- [PROBLEM]
Copy out each line of the data that holds the word "Welwyn".

- [RECORDS PROVIDED]

____________________

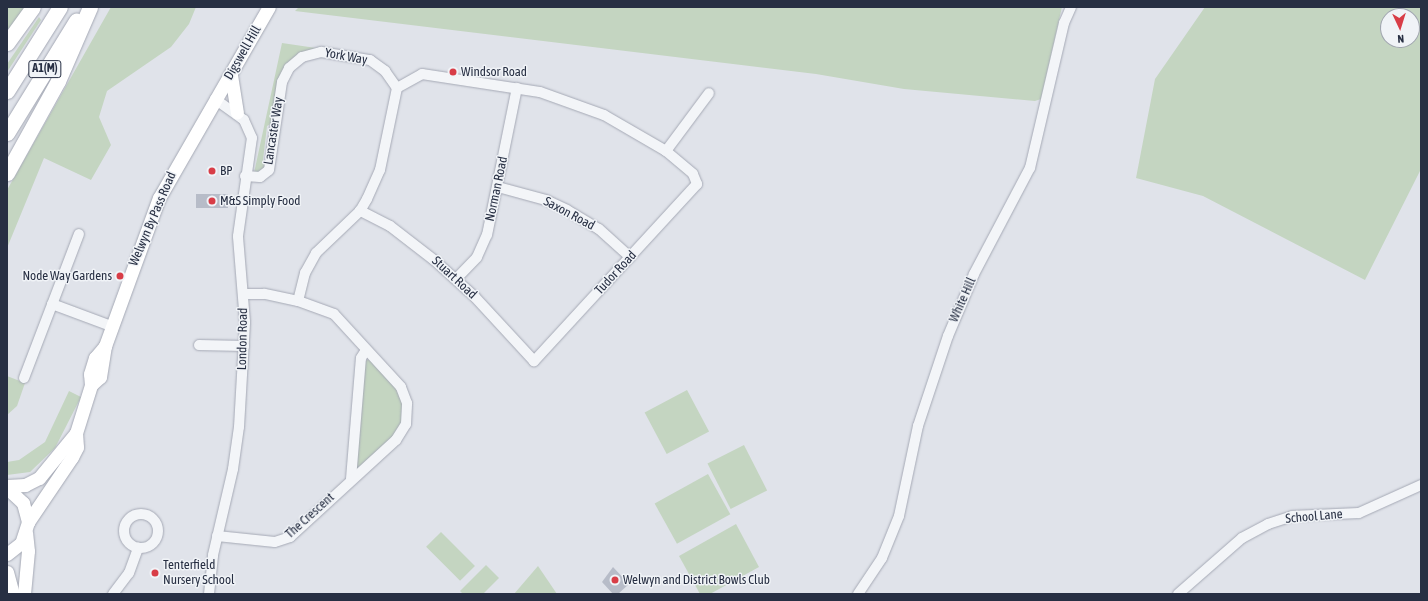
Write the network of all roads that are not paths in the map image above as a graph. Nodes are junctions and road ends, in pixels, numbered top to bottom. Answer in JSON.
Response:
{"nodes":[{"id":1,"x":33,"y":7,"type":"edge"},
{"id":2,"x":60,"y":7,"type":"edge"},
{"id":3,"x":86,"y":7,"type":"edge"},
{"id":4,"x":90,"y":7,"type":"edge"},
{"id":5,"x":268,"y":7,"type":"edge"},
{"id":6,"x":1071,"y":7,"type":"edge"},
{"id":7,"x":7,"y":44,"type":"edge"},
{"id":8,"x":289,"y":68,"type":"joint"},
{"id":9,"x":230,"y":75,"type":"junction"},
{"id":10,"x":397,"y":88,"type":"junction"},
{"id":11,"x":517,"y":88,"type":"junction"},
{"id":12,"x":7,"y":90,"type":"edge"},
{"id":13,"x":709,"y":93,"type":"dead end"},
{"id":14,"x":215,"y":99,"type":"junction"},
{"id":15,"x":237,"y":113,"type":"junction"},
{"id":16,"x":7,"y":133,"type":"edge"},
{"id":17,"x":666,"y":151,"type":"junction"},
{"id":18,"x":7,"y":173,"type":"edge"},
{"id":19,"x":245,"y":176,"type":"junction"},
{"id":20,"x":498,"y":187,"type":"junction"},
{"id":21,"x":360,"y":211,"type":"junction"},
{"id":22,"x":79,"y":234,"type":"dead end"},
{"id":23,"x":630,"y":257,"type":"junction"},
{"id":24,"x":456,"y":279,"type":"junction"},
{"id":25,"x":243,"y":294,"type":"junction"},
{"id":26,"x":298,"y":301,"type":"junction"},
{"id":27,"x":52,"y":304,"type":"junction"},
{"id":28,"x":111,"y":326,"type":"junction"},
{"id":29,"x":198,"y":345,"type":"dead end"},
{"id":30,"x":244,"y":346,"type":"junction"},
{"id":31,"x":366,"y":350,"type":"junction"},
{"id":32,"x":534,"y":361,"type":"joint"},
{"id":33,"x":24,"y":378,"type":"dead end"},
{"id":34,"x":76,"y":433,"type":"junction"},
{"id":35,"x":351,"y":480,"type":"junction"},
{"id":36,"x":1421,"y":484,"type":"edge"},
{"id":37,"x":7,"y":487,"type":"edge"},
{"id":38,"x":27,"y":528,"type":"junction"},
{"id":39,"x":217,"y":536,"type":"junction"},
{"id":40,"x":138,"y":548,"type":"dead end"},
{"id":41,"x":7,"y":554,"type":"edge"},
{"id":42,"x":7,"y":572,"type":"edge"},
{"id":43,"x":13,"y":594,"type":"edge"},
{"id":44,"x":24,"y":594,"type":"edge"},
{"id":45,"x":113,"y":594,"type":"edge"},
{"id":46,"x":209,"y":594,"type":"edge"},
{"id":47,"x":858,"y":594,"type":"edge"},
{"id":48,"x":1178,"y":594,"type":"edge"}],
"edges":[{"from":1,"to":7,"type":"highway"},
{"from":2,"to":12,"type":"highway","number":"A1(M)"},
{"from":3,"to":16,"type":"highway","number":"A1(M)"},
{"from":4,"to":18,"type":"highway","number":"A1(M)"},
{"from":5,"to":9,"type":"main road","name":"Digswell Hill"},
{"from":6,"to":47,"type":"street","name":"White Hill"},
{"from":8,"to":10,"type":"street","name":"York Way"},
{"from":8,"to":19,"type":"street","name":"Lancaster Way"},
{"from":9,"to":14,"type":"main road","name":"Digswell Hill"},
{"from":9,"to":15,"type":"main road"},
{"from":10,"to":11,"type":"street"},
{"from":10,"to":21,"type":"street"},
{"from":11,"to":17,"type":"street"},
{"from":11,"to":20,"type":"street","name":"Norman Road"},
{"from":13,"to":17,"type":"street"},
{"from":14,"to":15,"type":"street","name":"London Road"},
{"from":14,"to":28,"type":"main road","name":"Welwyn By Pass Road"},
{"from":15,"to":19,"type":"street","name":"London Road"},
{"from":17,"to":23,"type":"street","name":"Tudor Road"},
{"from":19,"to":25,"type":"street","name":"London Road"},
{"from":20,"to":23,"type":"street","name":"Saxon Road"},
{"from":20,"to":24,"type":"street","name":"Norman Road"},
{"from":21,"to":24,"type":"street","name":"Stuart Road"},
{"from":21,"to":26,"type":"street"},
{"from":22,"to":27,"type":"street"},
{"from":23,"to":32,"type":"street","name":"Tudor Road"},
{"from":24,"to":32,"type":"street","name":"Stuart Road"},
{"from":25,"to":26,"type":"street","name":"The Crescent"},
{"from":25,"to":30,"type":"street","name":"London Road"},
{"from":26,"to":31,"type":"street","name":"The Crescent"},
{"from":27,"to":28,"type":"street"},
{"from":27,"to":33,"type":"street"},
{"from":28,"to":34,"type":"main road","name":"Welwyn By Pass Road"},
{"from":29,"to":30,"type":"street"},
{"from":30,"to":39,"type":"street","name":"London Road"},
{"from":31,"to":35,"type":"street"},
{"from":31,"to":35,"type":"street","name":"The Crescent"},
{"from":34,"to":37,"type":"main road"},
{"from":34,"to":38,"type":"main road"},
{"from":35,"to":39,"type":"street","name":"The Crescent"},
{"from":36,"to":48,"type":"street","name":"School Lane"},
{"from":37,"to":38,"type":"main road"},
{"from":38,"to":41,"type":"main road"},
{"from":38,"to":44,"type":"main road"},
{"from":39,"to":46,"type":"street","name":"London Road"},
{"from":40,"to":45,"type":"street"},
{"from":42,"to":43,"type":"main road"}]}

____________________

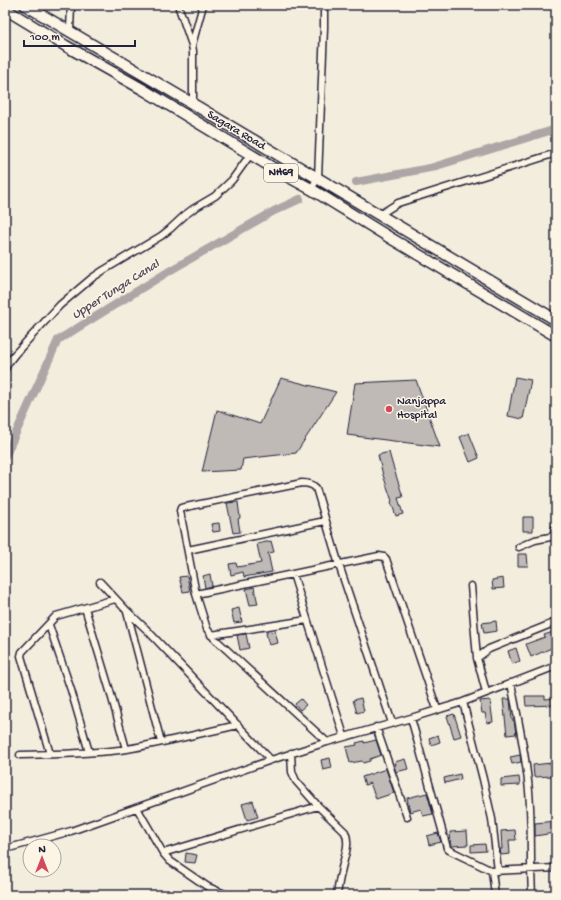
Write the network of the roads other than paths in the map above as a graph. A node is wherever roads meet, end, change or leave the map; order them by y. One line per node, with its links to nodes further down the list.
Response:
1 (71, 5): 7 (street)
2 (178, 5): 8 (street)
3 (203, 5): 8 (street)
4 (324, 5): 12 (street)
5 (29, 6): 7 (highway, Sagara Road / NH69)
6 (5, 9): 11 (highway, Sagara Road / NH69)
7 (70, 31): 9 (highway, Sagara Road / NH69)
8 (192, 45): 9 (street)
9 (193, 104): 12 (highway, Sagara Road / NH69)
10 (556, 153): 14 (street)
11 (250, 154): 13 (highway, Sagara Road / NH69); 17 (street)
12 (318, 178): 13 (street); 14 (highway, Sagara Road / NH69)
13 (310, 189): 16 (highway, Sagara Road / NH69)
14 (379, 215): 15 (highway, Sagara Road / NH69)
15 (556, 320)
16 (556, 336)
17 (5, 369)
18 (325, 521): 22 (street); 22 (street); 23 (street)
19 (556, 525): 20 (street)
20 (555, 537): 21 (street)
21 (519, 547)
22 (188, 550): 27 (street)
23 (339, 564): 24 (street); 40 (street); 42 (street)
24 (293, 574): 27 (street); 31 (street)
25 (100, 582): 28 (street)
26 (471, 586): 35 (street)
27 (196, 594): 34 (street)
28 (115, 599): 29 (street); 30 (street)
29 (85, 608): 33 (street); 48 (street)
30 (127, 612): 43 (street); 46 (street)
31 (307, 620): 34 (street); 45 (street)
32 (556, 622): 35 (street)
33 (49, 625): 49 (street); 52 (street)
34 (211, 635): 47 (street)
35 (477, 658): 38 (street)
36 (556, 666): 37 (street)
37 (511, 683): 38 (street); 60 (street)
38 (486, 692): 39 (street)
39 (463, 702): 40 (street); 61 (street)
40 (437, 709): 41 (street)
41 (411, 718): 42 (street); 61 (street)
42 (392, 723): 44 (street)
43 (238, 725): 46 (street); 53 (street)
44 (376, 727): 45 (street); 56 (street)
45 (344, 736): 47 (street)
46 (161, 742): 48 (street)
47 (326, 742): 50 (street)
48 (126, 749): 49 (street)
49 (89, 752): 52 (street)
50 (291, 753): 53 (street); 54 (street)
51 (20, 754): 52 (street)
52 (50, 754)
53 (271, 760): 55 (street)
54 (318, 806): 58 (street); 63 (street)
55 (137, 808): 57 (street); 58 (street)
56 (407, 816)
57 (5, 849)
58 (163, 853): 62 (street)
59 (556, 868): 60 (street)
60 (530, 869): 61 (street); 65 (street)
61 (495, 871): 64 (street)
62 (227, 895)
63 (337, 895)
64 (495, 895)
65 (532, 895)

____________________

- [ANSWER SPACE]
{"from":14,"to":28,"type":"main road","name":"Welwyn By Pass Road"},
{"from":28,"to":34,"type":"main road","name":"Welwyn By Pass Road"},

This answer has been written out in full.